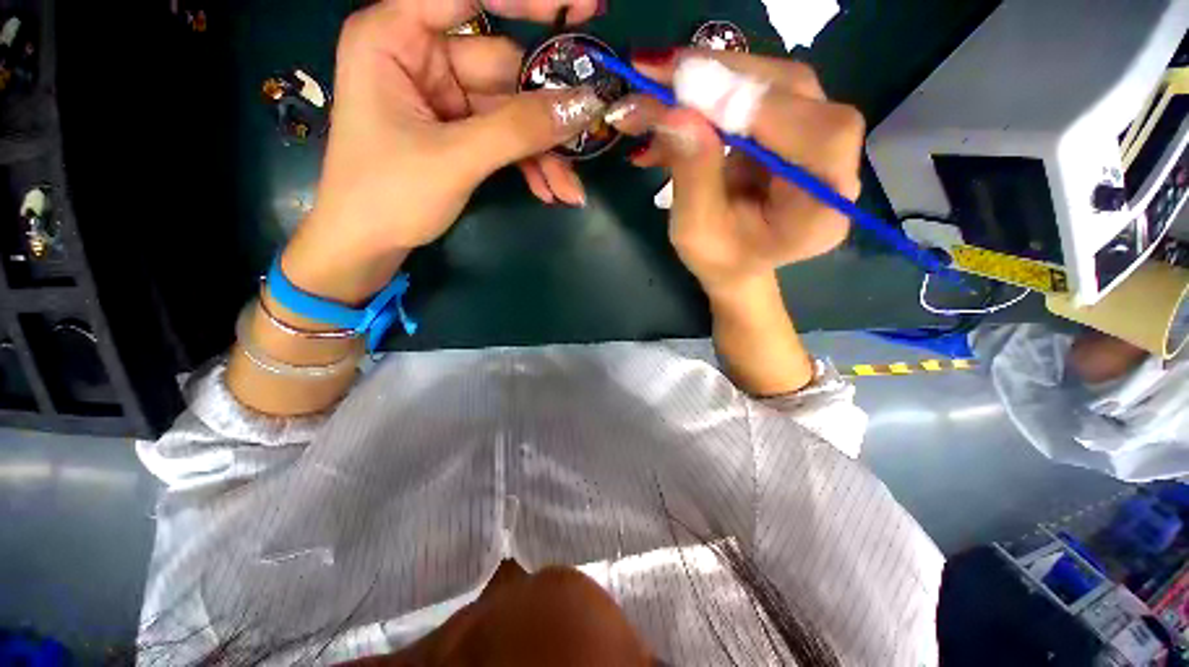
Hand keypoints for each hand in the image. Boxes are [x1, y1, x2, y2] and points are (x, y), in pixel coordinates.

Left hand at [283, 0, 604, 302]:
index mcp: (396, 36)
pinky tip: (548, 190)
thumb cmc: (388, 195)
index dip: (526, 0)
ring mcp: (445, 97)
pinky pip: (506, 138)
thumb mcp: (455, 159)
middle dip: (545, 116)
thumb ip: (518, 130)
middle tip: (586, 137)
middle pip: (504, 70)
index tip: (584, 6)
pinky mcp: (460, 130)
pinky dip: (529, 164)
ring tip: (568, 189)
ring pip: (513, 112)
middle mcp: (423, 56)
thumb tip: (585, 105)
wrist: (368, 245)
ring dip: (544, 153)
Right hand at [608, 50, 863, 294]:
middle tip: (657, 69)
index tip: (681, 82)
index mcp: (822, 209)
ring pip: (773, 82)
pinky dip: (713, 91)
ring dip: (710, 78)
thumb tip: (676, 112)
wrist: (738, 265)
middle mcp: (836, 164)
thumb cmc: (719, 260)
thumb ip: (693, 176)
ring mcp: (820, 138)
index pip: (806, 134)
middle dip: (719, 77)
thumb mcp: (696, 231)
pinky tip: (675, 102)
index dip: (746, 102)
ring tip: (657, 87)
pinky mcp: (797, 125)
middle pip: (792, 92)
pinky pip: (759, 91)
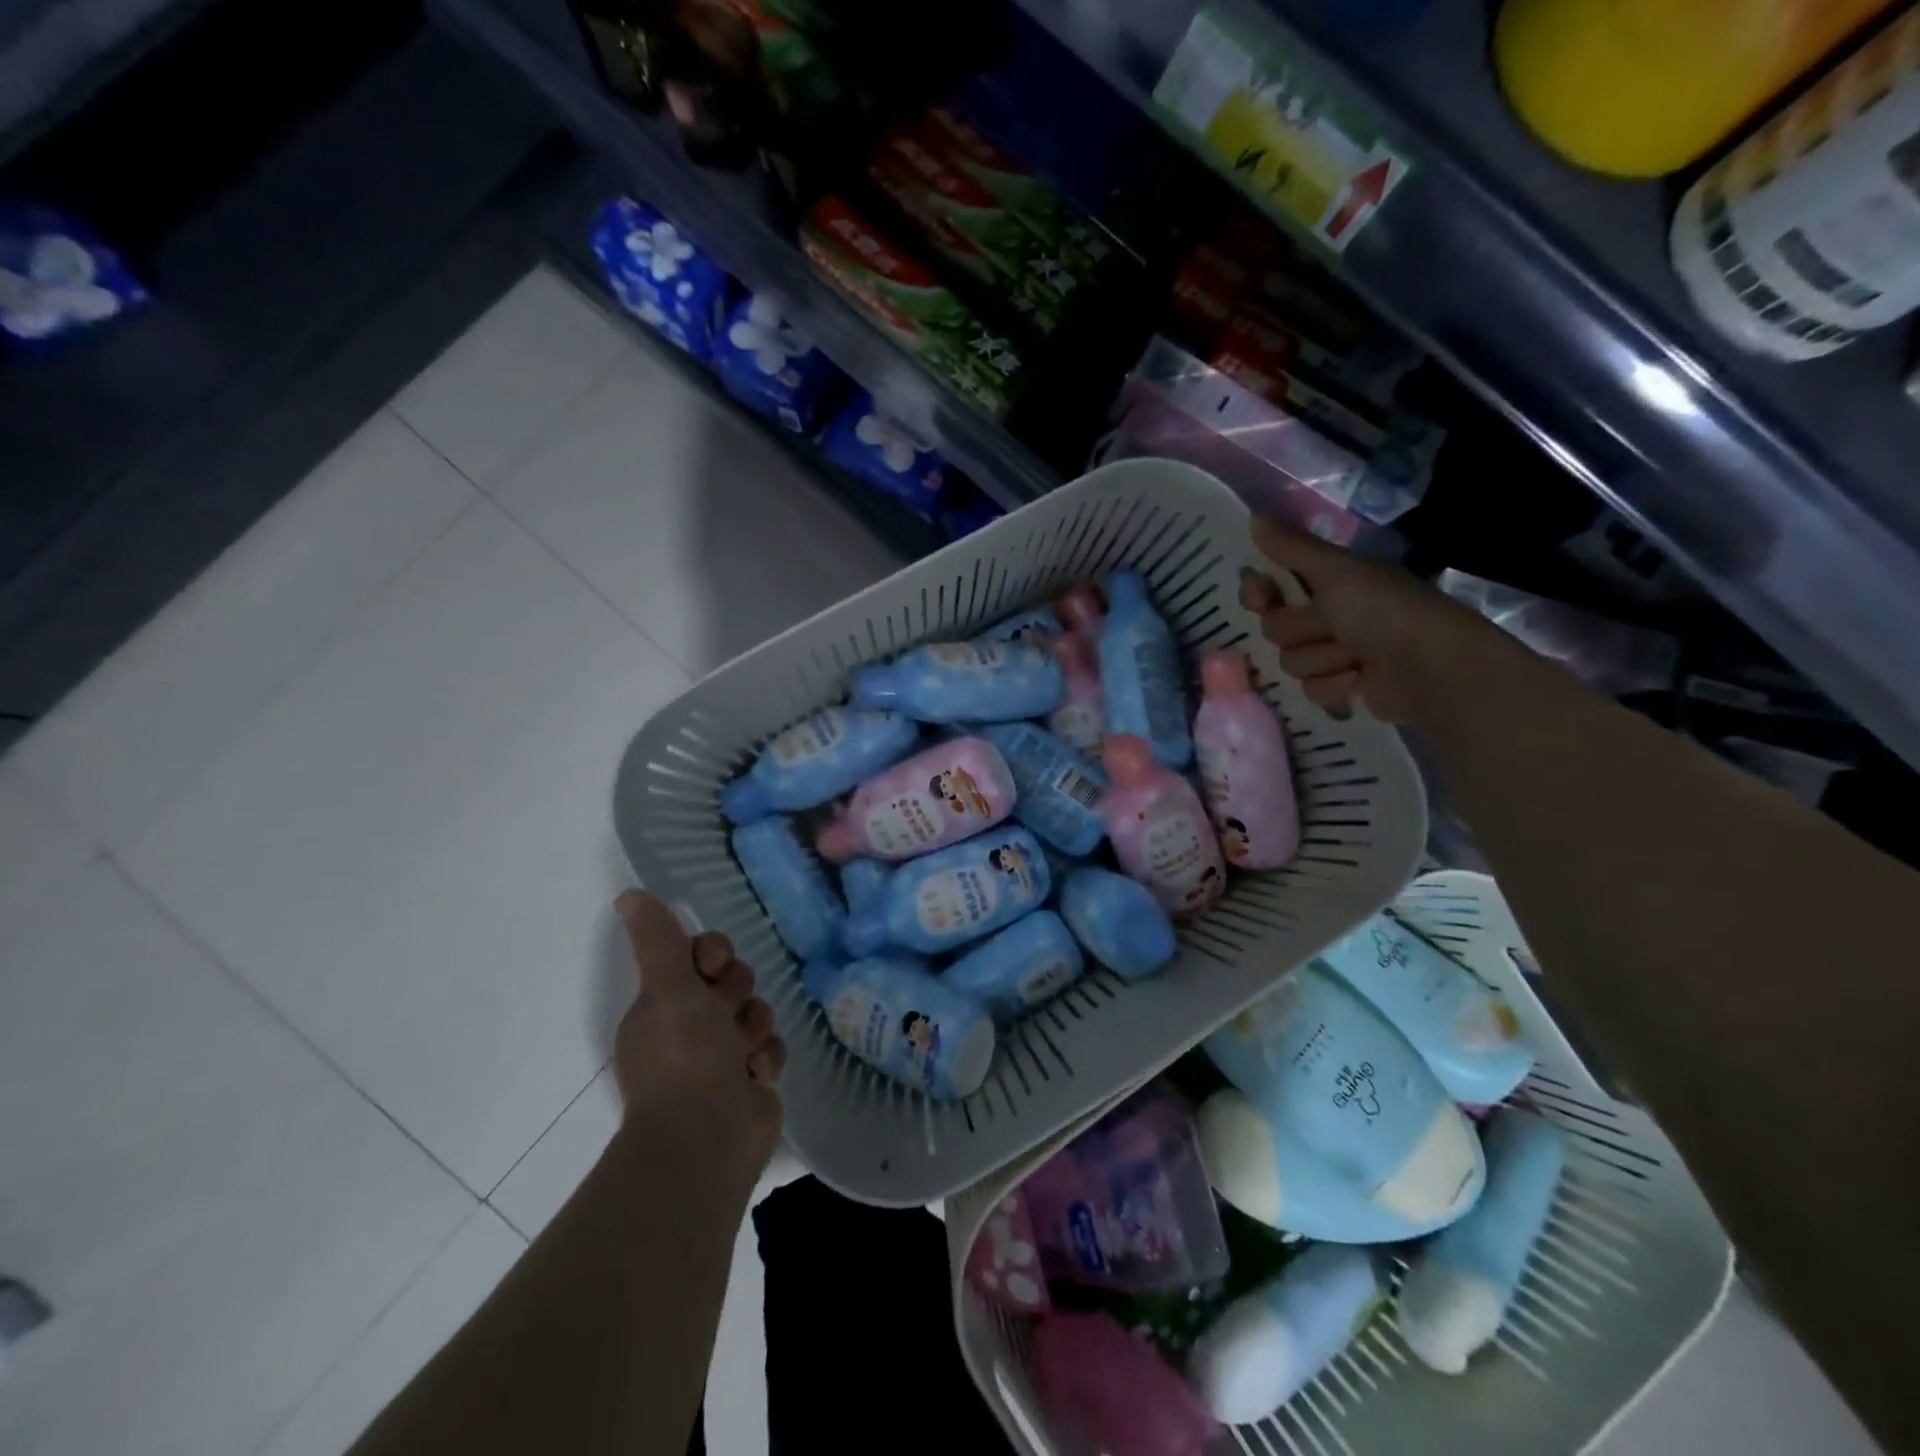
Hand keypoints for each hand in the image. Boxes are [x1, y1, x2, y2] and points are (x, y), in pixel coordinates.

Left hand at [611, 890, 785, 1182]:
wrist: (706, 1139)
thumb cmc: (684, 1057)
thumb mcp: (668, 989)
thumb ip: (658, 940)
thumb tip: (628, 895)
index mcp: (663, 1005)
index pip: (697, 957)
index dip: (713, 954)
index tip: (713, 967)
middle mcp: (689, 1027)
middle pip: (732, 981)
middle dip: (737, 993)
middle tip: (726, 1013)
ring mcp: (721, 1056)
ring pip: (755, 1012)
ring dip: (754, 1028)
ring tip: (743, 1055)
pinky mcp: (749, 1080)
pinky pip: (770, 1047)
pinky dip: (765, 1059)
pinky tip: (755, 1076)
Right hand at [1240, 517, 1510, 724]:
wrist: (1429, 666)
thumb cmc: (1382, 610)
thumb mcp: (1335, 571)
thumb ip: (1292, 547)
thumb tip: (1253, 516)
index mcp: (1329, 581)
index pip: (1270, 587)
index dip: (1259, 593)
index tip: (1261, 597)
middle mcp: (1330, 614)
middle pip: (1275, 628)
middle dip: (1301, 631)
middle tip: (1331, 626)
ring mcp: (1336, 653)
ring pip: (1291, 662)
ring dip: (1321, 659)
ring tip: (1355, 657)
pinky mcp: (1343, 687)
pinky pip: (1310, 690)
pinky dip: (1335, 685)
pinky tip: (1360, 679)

┄┄┄┄┄┄┄┄┄┄

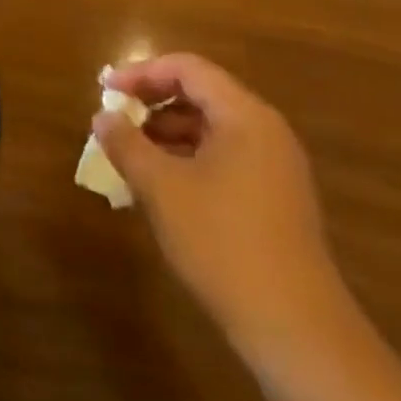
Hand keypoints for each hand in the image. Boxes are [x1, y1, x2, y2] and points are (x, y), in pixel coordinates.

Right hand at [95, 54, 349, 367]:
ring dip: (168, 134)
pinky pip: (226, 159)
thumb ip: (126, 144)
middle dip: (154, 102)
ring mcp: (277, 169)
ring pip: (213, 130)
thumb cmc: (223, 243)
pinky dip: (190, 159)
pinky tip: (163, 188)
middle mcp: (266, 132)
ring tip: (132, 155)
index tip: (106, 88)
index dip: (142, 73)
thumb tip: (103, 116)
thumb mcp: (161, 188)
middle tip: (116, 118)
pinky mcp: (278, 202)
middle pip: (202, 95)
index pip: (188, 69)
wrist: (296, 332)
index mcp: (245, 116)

┄┄┄┄┄┄┄┄┄┄

**Work task**
Extract the lines of the preceding material that run from the line with "middle mcp: (689, 1027)" through the line with "pinky tip: (755, 1076)", inclusive, reproducing them exactly and adding nothing.

**Answer section**
middle mcp: (689, 1027)
middle pip: (732, 981)
middle dip: (737, 993)
middle tip: (726, 1013)
ring mcp: (721, 1056)
ring pip: (755, 1012)
ring dip: (754, 1028)
ring tip: (743, 1055)
pinky mcp: (749, 1080)
pinky pip: (770, 1047)
pinky dip: (765, 1059)
pinky tip: (755, 1076)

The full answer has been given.